Robust Sound Source Localization considering Similarity of Back-Propagation Signals
This work addresses the problem of accurate sound source localization in noisy, cluttered environments for applications like robotics or audio processing, representing a strong specific gain rather than a foundational advancement.
The paper tackles robust sound source localization by estimating propagation paths via backward ray tracing and validating candidate positions using similarity of back-propagation signals, achieving an average error of 0.51 m in a 7 m by 7 m room and 65% to 220% accuracy improvement over state-of-the-art methods in noisy environments.
We present a novel, robust sound source localization algorithm considering back-propagation signals.
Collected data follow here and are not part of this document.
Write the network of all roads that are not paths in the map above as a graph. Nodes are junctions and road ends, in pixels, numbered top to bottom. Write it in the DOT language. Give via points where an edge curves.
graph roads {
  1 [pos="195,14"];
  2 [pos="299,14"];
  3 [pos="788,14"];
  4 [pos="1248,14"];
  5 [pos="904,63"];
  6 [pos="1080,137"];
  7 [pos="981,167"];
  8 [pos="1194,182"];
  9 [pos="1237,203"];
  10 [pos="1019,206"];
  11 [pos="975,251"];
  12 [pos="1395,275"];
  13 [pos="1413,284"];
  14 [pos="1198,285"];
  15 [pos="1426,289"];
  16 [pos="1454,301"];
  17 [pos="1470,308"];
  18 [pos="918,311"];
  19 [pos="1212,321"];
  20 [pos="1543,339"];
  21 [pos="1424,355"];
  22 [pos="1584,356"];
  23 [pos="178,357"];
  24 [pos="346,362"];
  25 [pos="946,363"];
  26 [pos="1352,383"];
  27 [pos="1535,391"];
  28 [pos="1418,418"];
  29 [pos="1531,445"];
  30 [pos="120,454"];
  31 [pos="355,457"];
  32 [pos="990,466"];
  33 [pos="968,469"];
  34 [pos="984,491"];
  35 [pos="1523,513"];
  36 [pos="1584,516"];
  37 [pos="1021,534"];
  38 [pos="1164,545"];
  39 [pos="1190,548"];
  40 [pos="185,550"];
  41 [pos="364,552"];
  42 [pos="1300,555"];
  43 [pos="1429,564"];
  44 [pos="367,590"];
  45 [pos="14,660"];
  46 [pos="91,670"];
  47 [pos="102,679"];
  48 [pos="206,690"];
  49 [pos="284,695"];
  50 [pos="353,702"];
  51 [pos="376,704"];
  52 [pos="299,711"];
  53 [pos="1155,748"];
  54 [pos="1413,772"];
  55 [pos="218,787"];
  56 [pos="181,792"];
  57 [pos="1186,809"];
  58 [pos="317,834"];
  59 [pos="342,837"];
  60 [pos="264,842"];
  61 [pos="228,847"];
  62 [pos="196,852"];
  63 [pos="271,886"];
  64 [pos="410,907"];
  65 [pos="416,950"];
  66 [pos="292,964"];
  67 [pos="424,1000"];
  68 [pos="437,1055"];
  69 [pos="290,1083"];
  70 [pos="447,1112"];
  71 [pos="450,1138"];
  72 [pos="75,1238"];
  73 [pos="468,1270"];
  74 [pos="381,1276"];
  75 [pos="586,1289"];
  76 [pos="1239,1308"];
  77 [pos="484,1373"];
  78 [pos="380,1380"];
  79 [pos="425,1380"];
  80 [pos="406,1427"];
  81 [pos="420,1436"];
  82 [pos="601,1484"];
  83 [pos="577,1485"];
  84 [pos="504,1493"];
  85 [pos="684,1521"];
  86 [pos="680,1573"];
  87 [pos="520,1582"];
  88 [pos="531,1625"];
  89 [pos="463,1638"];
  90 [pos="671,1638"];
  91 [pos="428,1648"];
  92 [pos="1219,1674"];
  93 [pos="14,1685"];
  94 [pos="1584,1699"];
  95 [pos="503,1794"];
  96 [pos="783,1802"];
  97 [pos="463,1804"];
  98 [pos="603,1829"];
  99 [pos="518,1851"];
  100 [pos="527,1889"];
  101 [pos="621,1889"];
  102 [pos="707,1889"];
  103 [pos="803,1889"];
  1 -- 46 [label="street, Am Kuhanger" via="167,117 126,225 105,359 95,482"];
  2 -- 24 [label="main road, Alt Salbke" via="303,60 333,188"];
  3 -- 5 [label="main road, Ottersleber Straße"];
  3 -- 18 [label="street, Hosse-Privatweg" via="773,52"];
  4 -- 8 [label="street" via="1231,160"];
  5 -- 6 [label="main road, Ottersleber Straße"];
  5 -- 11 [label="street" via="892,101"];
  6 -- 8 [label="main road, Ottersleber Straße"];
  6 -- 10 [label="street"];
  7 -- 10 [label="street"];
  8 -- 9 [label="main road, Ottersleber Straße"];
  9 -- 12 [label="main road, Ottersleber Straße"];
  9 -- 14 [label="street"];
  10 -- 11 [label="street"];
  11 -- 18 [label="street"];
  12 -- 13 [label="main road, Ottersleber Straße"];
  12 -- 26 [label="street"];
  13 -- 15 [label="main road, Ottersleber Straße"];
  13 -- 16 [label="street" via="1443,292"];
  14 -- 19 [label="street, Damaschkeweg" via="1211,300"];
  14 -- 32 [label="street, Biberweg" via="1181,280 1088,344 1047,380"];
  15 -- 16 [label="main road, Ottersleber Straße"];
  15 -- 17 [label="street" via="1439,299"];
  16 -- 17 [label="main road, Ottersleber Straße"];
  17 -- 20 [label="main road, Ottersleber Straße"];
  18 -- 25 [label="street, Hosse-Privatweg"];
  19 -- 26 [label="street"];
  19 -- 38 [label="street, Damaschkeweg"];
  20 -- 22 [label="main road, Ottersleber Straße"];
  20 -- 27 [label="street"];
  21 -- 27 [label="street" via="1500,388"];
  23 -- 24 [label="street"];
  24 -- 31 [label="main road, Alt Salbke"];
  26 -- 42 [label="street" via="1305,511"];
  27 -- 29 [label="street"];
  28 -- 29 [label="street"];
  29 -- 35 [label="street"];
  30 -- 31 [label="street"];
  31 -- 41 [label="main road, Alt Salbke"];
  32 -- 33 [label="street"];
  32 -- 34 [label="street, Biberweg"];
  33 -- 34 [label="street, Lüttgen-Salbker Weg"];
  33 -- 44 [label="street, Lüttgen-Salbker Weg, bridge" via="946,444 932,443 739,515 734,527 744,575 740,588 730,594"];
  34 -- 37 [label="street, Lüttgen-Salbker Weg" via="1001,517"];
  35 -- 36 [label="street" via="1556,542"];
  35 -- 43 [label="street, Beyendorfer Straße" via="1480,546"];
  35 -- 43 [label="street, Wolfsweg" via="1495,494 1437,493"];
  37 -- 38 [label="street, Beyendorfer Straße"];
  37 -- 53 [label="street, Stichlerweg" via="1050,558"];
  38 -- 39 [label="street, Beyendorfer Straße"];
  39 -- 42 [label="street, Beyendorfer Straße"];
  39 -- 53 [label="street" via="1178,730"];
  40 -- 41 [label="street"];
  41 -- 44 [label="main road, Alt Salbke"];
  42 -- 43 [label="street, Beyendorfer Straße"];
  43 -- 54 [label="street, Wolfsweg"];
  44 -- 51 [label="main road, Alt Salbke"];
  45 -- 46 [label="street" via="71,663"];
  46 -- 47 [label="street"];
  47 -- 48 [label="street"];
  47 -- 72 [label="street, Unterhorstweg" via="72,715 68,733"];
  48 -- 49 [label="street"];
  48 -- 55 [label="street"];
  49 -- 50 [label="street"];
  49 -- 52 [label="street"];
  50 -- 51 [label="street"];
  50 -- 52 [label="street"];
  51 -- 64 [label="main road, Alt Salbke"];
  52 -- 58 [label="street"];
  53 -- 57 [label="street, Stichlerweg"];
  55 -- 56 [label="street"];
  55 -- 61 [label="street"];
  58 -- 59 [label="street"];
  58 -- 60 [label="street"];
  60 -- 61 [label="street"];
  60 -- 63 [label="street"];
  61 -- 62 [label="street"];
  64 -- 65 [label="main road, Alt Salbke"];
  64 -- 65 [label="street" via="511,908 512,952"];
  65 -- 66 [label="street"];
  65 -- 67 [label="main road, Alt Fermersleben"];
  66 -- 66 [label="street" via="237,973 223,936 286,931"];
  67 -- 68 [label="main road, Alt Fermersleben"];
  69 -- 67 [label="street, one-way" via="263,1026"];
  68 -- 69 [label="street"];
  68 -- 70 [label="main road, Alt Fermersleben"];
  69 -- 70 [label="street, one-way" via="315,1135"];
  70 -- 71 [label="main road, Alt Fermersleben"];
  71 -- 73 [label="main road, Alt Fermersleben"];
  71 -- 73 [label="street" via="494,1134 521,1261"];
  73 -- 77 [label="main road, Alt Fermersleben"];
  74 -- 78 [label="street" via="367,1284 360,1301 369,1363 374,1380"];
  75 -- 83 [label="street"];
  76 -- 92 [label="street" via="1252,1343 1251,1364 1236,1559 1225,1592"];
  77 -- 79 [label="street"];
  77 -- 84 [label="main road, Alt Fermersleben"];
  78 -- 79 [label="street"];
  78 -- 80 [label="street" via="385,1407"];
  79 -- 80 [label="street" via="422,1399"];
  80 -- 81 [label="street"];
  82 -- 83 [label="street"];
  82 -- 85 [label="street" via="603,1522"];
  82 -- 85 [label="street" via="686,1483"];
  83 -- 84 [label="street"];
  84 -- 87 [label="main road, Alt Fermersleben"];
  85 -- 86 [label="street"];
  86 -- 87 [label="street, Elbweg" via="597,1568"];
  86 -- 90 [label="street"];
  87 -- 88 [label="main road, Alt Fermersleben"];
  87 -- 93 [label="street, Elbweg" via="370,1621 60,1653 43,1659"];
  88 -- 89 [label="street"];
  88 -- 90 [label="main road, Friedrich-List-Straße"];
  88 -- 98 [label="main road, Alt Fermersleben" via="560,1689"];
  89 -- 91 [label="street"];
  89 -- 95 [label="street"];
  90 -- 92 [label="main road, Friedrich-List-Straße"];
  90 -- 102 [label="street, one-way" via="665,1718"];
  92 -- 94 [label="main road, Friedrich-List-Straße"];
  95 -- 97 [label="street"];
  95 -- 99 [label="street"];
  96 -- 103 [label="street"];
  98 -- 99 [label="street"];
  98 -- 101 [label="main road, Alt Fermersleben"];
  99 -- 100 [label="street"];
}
Sound propagation paths are estimated by generating direct and reflection acoustic rays based on ray tracing in a backward manner. We then compute the back-propagation signals by designing and using the impulse response of the backward sound propagation based on the acoustic ray paths. For identifying the 3D source position, we suggest a localization method based on the Monte Carlo localization algorithm. Candidates for a source position is determined by identifying the convergence regions of acoustic ray paths. This candidate is validated by measuring similarities between back-propagation signals, under the assumption that the back-propagation signals of different acoustic ray paths should be similar near the sound source position. Thanks to considering similarities of back-propagation signals, our approach can localize a source position with an averaged error of 0.51 m in a room of 7 m by 7 m area with 3 m height in tested environments. We also observe 65 % to 220 % improvement in accuracy over the stateof-the-art method. This improvement is achieved in environments containing a moving source, an obstacle, and noises.